Create a separate const_A class like iterators do
Create your own copy constructor that does not allow copies of const A eg with a signature of A(A & a);
EDIT: considering this question some more, I think you are misinterpreting the effect of const-correctness on member pointers. Consider the following surprising example:
//--------------------------------------------------------------------------------
class CNotSoConstPointer
{
float *mp_value;
public:
CNotSoConstPointer(float *ip_value) : mp_value(ip_value) {}
void ModifyWithConst(float i_value) const
{
mp_value[0] = i_value;
}
float GetValue() const
{
return mp_value[0];
}
};
//--------------------------------------------------------------------------------
int _tmain(int argc, _TCHAR* argv[])
{
float value = 12;
const CNotSoConstPointer b(&value);
std::cout << b.GetValue() << std::endl;
b.ModifyWithConst(15);
std::cout << b.GetValue() << std::endl;
while(!_kbhit()) {}
return 0;
}
This will output 12 and then 15, without ever being "clever" about the const-correctness of the const not-so-const object. The reason is that only the pointer ITSELF is const, not the memory it points to.
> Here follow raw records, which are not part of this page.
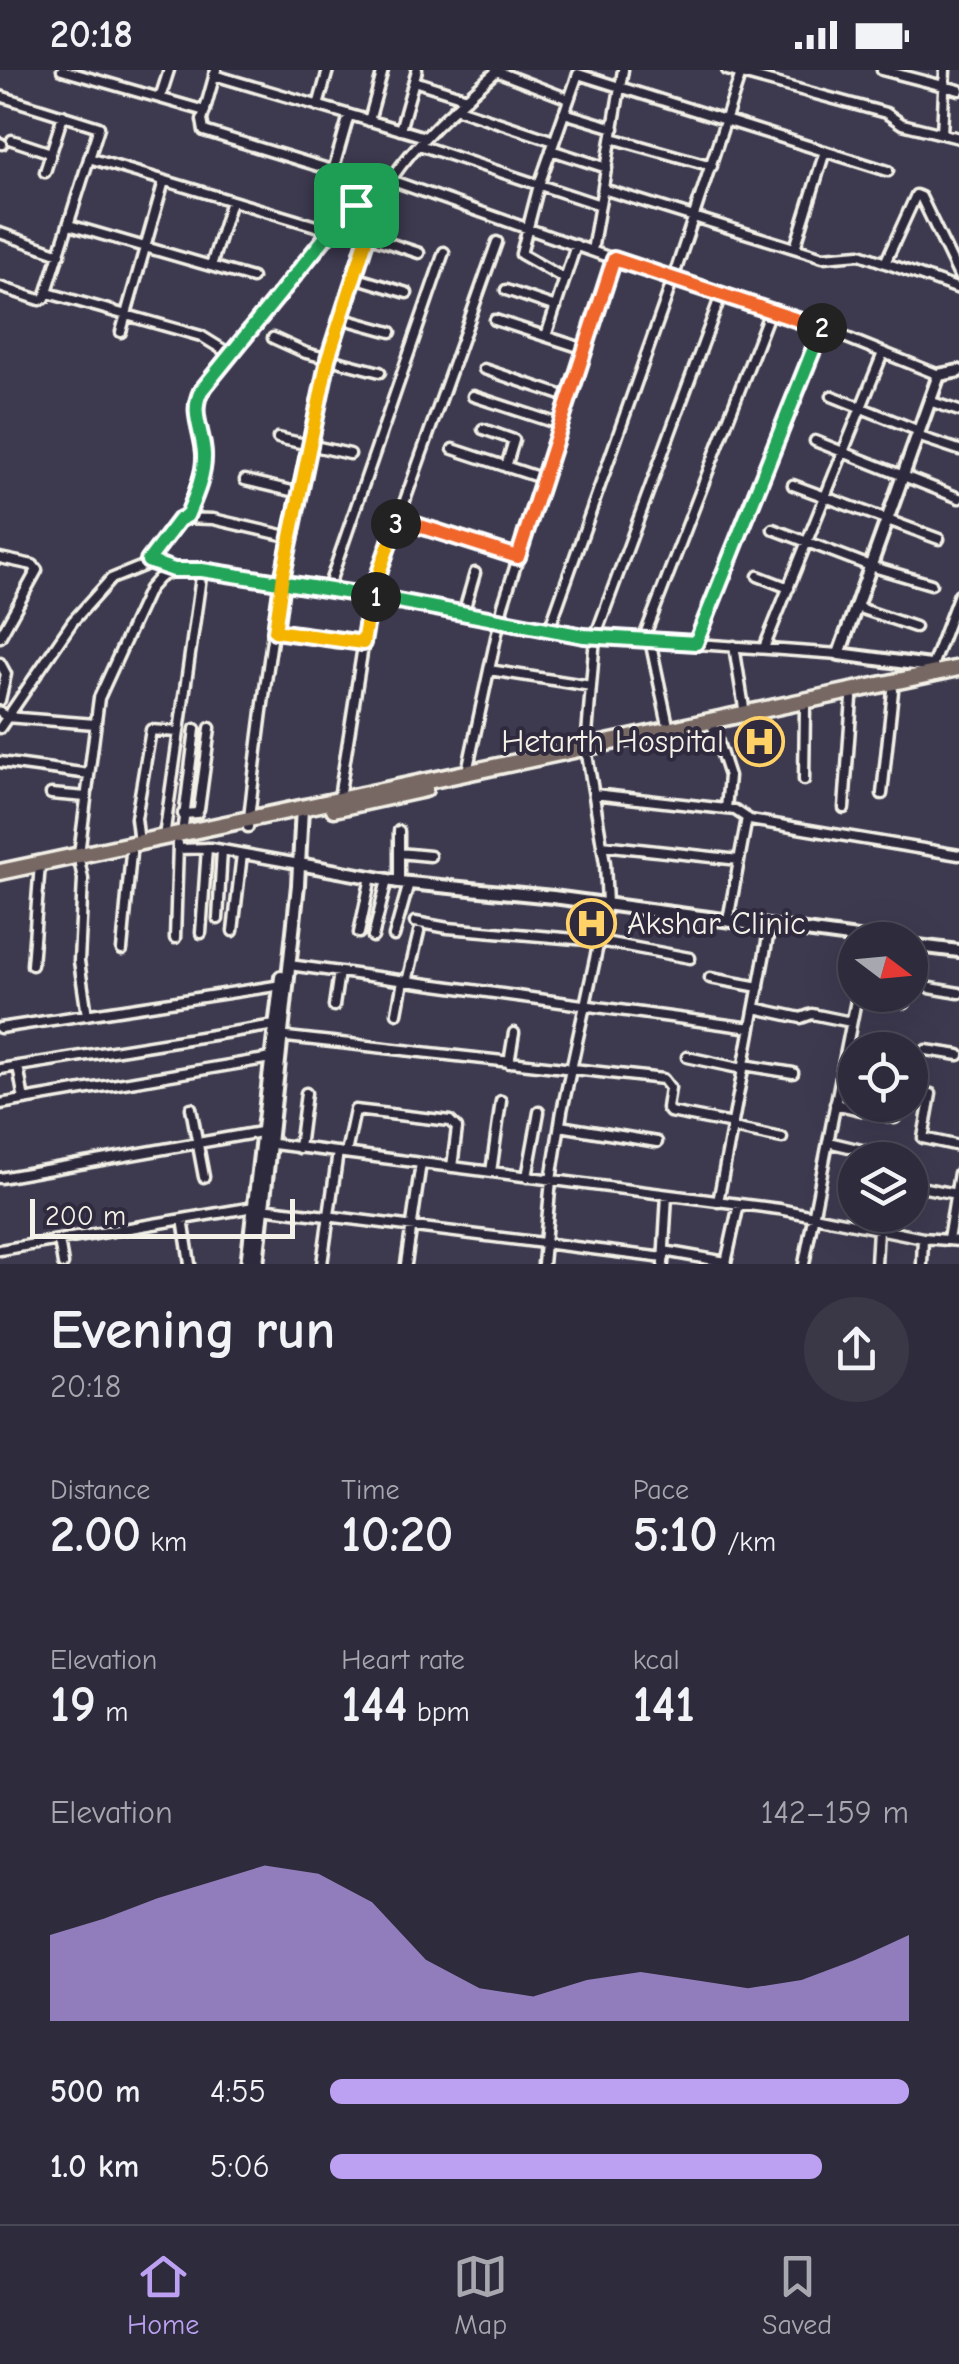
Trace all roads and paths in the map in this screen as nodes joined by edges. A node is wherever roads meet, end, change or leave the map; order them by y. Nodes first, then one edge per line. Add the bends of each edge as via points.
1 (62, 70) edge
2 (168, 70) edge
3 (328, 70) edge
4 (383, 70) edge
5 (417, 70) edge
6 (623, 70) edge
7 (727, 70) edge
8 (882, 70) edge
9 (944, 70) edge
10 (497, 71) edge
11 (578, 72) edge
12 (742, 72) edge
13 (215, 73) edge
14 (414, 81) junction
15 (944, 86) junction
16 (621, 88) junction
17 (959, 90) edge
18 (0, 96) edge
19 (160, 98) junction
20 (467, 98) junction
21 (569, 99) junction
22 (318, 106) junction
23 (455, 108) junction
24 (204, 111) junction
25 (564, 112) junction
26 (62, 114) junction
27 (349, 115) junction
28 (368, 121) junction
29 (727, 122) junction
30 (400, 130) junction
31 (613, 133) junction
32 (942, 134) junction
33 (959, 138) edge
34 (422, 141) junction
35 (5, 143) edge
36 (553, 146) junction
37 (825, 152) junction
38 (51, 153) junction
39 (89, 158) junction
40 (712, 166) junction
41 (606, 168) junction
42 (333, 171) junction
43 (888, 171) dead end
44 (45, 172) dead end
45 (164, 181) junction
46 (388, 184) junction
47 (539, 185) junction
48 (603, 189) junction
49 (231, 201) junction
50 (600, 205) junction
51 (376, 209) junction
52 (695, 217) junction
53 (69, 225) junction
54 (333, 228) junction
55 (527, 228) junction
56 (0, 233) edge
57 (366, 236) junction
58 (497, 242) dead end
59 (576, 246) junction
60 (145, 247) junction
61 (796, 248) junction
62 (592, 251) junction
63 (419, 252) dead end
64 (444, 252) dead end
65 (60, 254) junction
66 (614, 259) junction
67 (885, 262) junction
68 (210, 266) junction
69 (959, 276) edge
70 (354, 277) junction
71 (252, 278) dead end
72 (565, 279) junction
73 (674, 279) junction
74 (0, 287) edge
75 (959, 289) edge
76 (506, 290) dead end
77 (408, 292) dead end
78 (48, 293) junction
79 (721, 295) junction
80 (556, 307) junction
81 (770, 311) junction
82 (126, 314) junction
83 (340, 318) junction
84 (495, 320) dead end
85 (822, 328) junction
86 (120, 332) dead end
87 (391, 332) dead end
88 (546, 336) junction
89 (273, 338) dead end
90 (586, 349) junction
91 (884, 353) junction
92 (230, 354) junction
93 (328, 359) junction
94 (484, 368) dead end
95 (959, 371) edge
96 (380, 372) dead end
97 (939, 375) junction
98 (473, 396) dead end
99 (832, 396) dead end
100 (570, 398) junction
101 (930, 401) junction
102 (861, 408) junction
103 (959, 411) edge
104 (562, 425) junction
105 (483, 429) dead end
106 (918, 433) junction
107 (278, 438) dead end
108 (816, 442) dead end
109 (310, 446) junction
110 (454, 449) dead end
111 (959, 450) edge
112 (844, 453) junction
113 (350, 454) dead end
114 (506, 467) junction
115 (902, 478) junction
116 (544, 479) junction
117 (245, 480) dead end
118 (793, 485) dead end
119 (300, 493) junction
120 (825, 498) junction
121 (959, 498) edge
122 (187, 516) junction
123 (398, 519) junction
124 (886, 521) junction
125 (773, 529) dead end
126 (290, 537) junction
127 (939, 539) dead end
128 (807, 543) junction
129 (518, 557) junction
130 (0, 558) edge
131 (148, 561) junction
132 (870, 566) junction
133 (174, 570) junction
134 (202, 570) junction
135 (476, 573) dead end
136 (758, 576) dead end
137 (282, 581) junction
138 (931, 584) dead end
139 (328, 588) junction
140 (789, 588) junction
141 (959, 594) edge
142 (371, 596) junction
143 (856, 607) junction
144 (463, 614) junction
145 (499, 622) junction
146 (915, 627) dead end
147 (549, 630) junction
148 (275, 631) junction
149 (0, 637) edge
150 (596, 637) junction
151 (646, 640) junction
152 (363, 643) junction
153 (696, 643) junction
154 (734, 646) junction
155 (764, 648) junction
156 (839, 654) junction
157 (0, 662) edge
158 (959, 668) edge
159 (488, 670) junction
160 (932, 670) junction
161 (959, 676) edge
162 (591, 686) junction
163 (893, 691) junction
164 (852, 699) junction
165 (0, 700) edge
166 (805, 708) junction
167 (745, 714) junction
168 (3, 715) edge
169 (95, 724) junction
170 (712, 724) junction
171 (0, 728) edge
172 (210, 728) dead end
173 (195, 729) dead end
174 (668, 730) junction
175 (178, 732) junction
176 (587, 751) junction
177 (0, 762) edge
178 (467, 772) junction
179 (89, 774) junction
180 (804, 780) dead end
181 (51, 794) dead end
182 (594, 794) junction
183 (882, 794) dead end
184 (86, 798) junction
185 (339, 798) junction
186 (844, 808) dead end
187 (726, 810) junction
188 (301, 812) junction
189 (184, 814) junction
190 (746, 818) junction
191 (248, 824) junction
192 (399, 831) dead end
193 (176, 839) junction
194 (602, 845) junction
195 (135, 848) junction
196 (207, 848) junction
197 (222, 850) junction
198 (399, 852) junction
199 (242, 854) junction
200 (959, 854) edge
201 (430, 856) dead end
202 (80, 859) junction
203 (739, 860) junction
204 (40, 868) junction
205 (298, 868) junction
206 (0, 872) edge
207 (371, 877) junction
208 (0, 881) edge
209 (398, 882) junction
210 (606, 904) junction
211 (218, 919) dead end
212 (728, 920) junction
213 (415, 922) dead end
214 (770, 926) junction
215 (234, 932) dead end
216 (359, 932) dead end
217 (419, 932) dead end
218 (200, 933) dead end
219 (374, 936) dead end
220 (394, 936) dead end
221 (838, 936) edge
222 (176, 938) dead end
223 (599, 941) junction
224 (928, 947) edge
225 (122, 950) dead end
226 (959, 951) edge
227 (690, 958) dead end
228 (32, 965) dead end
229 (289, 965) junction
230 (339, 972) junction
231 (710, 978) dead end
232 (405, 981) junction
233 (283, 985) junction
234 (758, 986) junction
235 (930, 988) dead end
236 (959, 993) edge
237 (334, 1006) dead end
238 (585, 1006) junction
239 (754, 1008) junction
240 (855, 1012) edge
241 (397, 1013) dead end
242 (87, 1015) junction
243 (852, 1022) junction
244 (0, 1028) edge
245 (751, 1028) junction
246 (277, 1032) junction
247 (851, 1032) edge
248 (514, 1033) dead end
249 (928, 1050) edge
250 (959, 1056) edge
251 (688, 1057) dead end
252 (270, 1058) junction
253 (509, 1063) junction
254 (18, 1066) junction
255 (743, 1067) junction
256 (0, 1069) edge
257 (572, 1070) junction
258 (793, 1073) dead end
259 (306, 1093) dead end
260 (838, 1094) edge
261 (930, 1094) dead end
262 (24, 1100) junction
263 (501, 1101) dead end
264 (0, 1104) edge
265 (835, 1104) junction
266 (838, 1105) edge
267 (191, 1108) dead end
268 (539, 1112) dead end
269 (560, 1126) junction
270 (733, 1126) junction
271 (267, 1137) junction
272 (782, 1138) dead end
273 (657, 1142) dead end
274 (828, 1142) junction
275 (197, 1144) junction
276 (838, 1144) edge
277 (959, 1146) edge
278 (299, 1148) junction
279 (342, 1153) junction
280 (421, 1163) junction
281 (452, 1167) junction
282 (491, 1172) junction
283 (959, 1173) edge
284 (204, 1177) dead end
285 (527, 1177) junction
286 (0, 1178) edge
287 (550, 1180) junction
288 (928, 1189) edge
289 (956, 1194) junction
290 (666, 1195) junction
291 (718, 1202) junction
292 (739, 1204) junction
293 (258, 1207) junction
294 (329, 1216) junction
295 (813, 1216) junction
296 (182, 1219) junction
297 (838, 1221) edge
298 (412, 1228) junction
299 (878, 1232) edge
300 (893, 1232) edge
301 (923, 1238) junction
302 (59, 1240) junction
303 (948, 1240) junction
304 (959, 1241) edge
305 (545, 1245) junction
306 (0, 1250) edge
307 (664, 1258) edge
308 (726, 1263) edge
309 (63, 1264) edge
310 (190, 1264) edge
311 (247, 1264) edge
312 (257, 1264) edge
313 (322, 1264) edge
314 (406, 1264) edge
315 (543, 1264) edge
316 (804, 1264) edge
317 (876, 1264) edge
318 (922, 1264) edge

1 - 19 street
2 - 19 street
3 - 22 street
4 - 28 street
5 - 14 street
6 - 16 street
7 - 12 street
8 - 15 street
9 - 15 street
10 - 20 street
10 - 21 street
11 - 16 street
11 - 21 street
12 - 29 street
12 - 32 street
13 - 22 street
13 - 24 street
14 - 20 street
14 - 30 street
15 - 17 street
15 - 32 street
16 - 29 street
16 - 31 street
18 - 26 street
19 - 24 street
20 - 23 street
21 - 25 street
22 - 27 street
23 - 34 street
23 - 36 street
24 - 42 street via 208,132
25 - 31 street
25 - 36 street
26 - 38 street
26 - 39 street via 98,126
27 - 28 street
27 - 42 street
28 - 30 street
29 - 37 street
29 - 40 street
30 - 34 street
31 - 40 street
31 - 41 street
32 - 33 street
34 - 46 street
34 - 47 street
35 - 38 street
36 - 41 street
36 - 47 street
37 - 43 street
37 - 61 street
38 - 44 street
39 - 45 street
39 - 53 street
40 - 52 street
41 - 48 street
42 - 46 street
45 - 49 street
45 - 60 street
46 - 51 street
46 - 55 street
47 - 50 street
47 - 55 street
48 - 50 street
48 - 52 street
49 - 54 street
49 - 68 street
50 - 62 street
51 - 54 street via 356,205
51 - 57 street
52 - 61 street
52 - 73 street
53 - 60 street
53 - 65 street
54 - 92 street
55 - 59 street
55 - 72 street via 521,255
56 - 65 street
57 - 63 street
57 - 70 street
58 - 123 street
59 - 62 street
59 - 72 street
60 - 68 street
60 - 82 street
61 - 67 street
62 - 66 street
64 - 139 street
65 - 78 street
66 - 73 street
66 - 90 street
67 - 69 street via 918,196
67 - 75 street
68 - 71 street
70 - 77 street
70 - 83 street
72 - 80 street
73 - 79 street
73 - 147 street
74 - 78 street via 40,300
76 - 80 street
78 - 82 street
79 - 81 street
79 - 150 street
80 - 88 street
81 - 85 street
81 - 151 street
82 - 86 street
82 - 92 street via 201,336
83 - 87 street
83 - 93 street
84 - 88 street
85 - 91 street
85 - 153 street
88 - 90 street
89 - 93 street
90 - 100 street
91 - 97 street
91 - 102 street
92 - 122 street via 196,402 204,461
93 - 96 street
93 - 109 street
94 - 100 street
95 - 97 street
97 - 101 street
98 - 104 street
99 - 102 street
100 - 104 street
101 - 103 street
101 - 106 street
102 - 106 street
102 - 112 street
104 - 116 street
105 - 114 street via 514,440
106 - 111 street
106 - 115 street
107 - 109 street
108 - 112 street
109 - 113 street
109 - 119 street
110 - 114 street
112 - 115 street
112 - 120 street
114 - 116 street
115 - 121 street
115 - 124 street
116 - 129 street
117 - 119 street
118 - 120 street
119 - 126 street
120 - 124 street
120 - 128 street
122 - 126 street
122 - 131 street
123 - 129 street
123 - 142 street
124 - 127 street
124 - 132 street
125 - 128 street
126 - 137 street
128 - 132 street
128 - 140 street
129 - 145 street
130 - 149 street via 37,570
131 - 133 street
131 - 168 street via 106,583
132 - 138 street
132 - 143 street
133 - 134 street
133 - 169 street via 149,590 100,698
134 - 137 street
134 - 175 street
135 - 144 street
136 - 140 street
137 - 139 street
137 - 148 street
139 - 142 street
140 - 155 street
141 - 160 street
142 - 144 street
142 - 152 street
143 - 146 street
143 - 156 street
144 - 145 street
145 - 147 street
145 - 159 street
147 - 150 street
148 - 152 street
148 - 191 street
150 - 151 street
150 - 162 street
151 - 153 street
151 - 174 street
152 - 185 street
153 - 154 street
154 - 155 street
154 - 167 street
155 - 156 street
156 - 160 street
157 - 165 street via 6,674
158 - 160 highway
159 - 162 street
159 - 178 street
160 - 167 highway
161 - 163 highway
162 - 176 street
163 - 164 highway
163 - 183 street
164 - 166 highway
164 - 186 street
166 - 170 highway
166 - 180 street
167 - 170 highway
168 - 169 street
168 - 171 street
169 - 179 street
170 - 174 highway
170 - 176 highway
170 - 187 street via 730,784
172 - 189 street via 199,809
173 - 189 street
174 - 176 highway
175 - 193 street
175 - 195 street via 151,730
176 - 178 highway
176 - 182 street
176 - 188 highway
177 - 179 street
178 - 185 highway
179 - 184 street
181 - 184 street
182 - 187 street
182 - 194 street
184 - 202 street
185 - 188 highway
187 - 190 street
188 - 191 highway
188 - 205 street
189 - 193 street
190 - 200 street
190 - 203 street
191 - 193 highway
192 - 198 street
193 - 195 highway
193 - 196 street
193 - 222 street
194 - 203 street
194 - 210 street
195 - 202 highway
195 - 225 street
196 - 197 street
196 - 218 street
197 - 199 street
197 - 211 street
198 - 201 street
198 - 209 street
199 - 205 street
199 - 215 street
202 - 204 highway
202 - 242 street via 79,960
203 - 212 street
204 - 206 highway
204 - 208 highway
204 - 228 street
205 - 207 street
205 - 229 street
205 - 233 street
207 - 209 street
207 - 216 street
209 - 210 street
209 - 219 street
209 - 220 street
210 - 212 street
210 - 223 street
212 - 214 street
213 - 223 street
214 - 221 street
214 - 234 street
217 - 232 street
223 - 227 street
223 - 238 street
224 - 226 street
229 - 230 street
229 - 233 street
230 - 232 street
230 - 237 street
231 - 234 street
232 - 238 street
232 - 241 street
233 - 242 street
233 - 246 street
234 - 239 street
235 - 236 street
238 - 245 street
238 - 257 street
239 - 243 street
239 - 245 street
240 - 243 street
242 - 244 street
243 - 247 street
245 - 255 street
246 - 252 street
246 - 253 street
246 - 254 street
246 - 271 street
248 - 253 street
249 - 250 street
251 - 255 street
252 - 262 street
252 - 271 street
253 - 257 street
254 - 256 street
254 - 262 street
255 - 258 street
255 - 270 street
257 - 269 street
257 - 270 street via 663,1079 670,1112
259 - 278 street
260 - 265 street
261 - 277 street via 924,1138
262 - 264 street
263 - 282 street
265 - 266 street
265 - 274 street
267 - 275 street
268 - 285 street
269 - 273 street
269 - 287 street
270 - 272 street
270 - 291 street
271 - 275 street
271 - 278 street
271 - 293 street
274 - 276 street
274 - 295 street
275 - 284 street
275 - 286 street
278 - 279 street
279 - 280 street
279 - 281 street via 358,1109 454,1122
279 - 294 street
280 - 281 street
280 - 298 street
281 - 282 street
282 - 285 street
283 - 289 street
285 - 287 street
287 - 290 street
287 - 305 street
288 - 289 street
289 - 303 street
290 - 291 street
290 - 307 street
291 - 292 street
292 - 295 street
292 - 308 street
293 - 294 street
293 - 296 street
293 - 311 street
293 - 312 street
294 - 298 street
294 - 313 street
295 - 297 street
295 - 316 street
296 - 302 street
296 - 310 street
298 - 305 street
298 - 314 street
299 - 317 street
300 - 301 street
301 - 303 street
301 - 318 street
302 - 306 street
302 - 309 street
303 - 304 street
305 - 307 street
305 - 315 street
307 - 308 street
If the latter is what you want, you'll need a lot more wrapping to get the behavior you want, like in my original suggestion below or Iain suggestion.
ORIGINAL ANSWER:
You could create a template for your array-proxy, specialized on const-arrays for the const version. The specialized version would have a const *m_pt, return a const pointer, throw an error when you try to set, and so on.
Edit: Something like this:
template<typename T>
class TProxy
{
T m_value;
public:
TProxy(T i_t) : m_value(i_t) {};
template<typename T>
TProxy(const TProxy<T> &i_rhs) : m_value(i_rhs.m_value) {}
T get() { return m_value; }
void set(T i_t) { m_value = i_t; }
};
template<typename T>
class TProxy<const T *>
{
const T *mp_value;
public:
TProxy(const T *ip_t) : mp_value(ip_t) {};
template<typename T>
TProxy(const TProxy<T> &i_rhs) : m_value(i_rhs.mp_value) {}
T get() { return m_value; }
};
Why not replace float* with float in A. If you don't either the original owner of the float that the float* references can change it, or anyone prepared to do a mutable cast on the return value from a::get.
const is always just a hint to the compiler; there are no ways to make a variable permanently read-only.
I think you should use deep copy and define your own assingment operator and copy constructor.
Also to return handle to internal data structure in not a good practice.
You can deny the copy-constructor for certain combinations of arguments:
For instance, adding the constructor;
A(A& a) :m_pt(a.m_pt) { m_pt = a.m_pt; }
prevents any instance of A being initialised with a const A.
This also prevents const A a2 = a1 where a1 is const, but you should never need to do this anyway, since you can just use a1 directly - it's const even if you could make a copy, a2 would be forever identical to a1.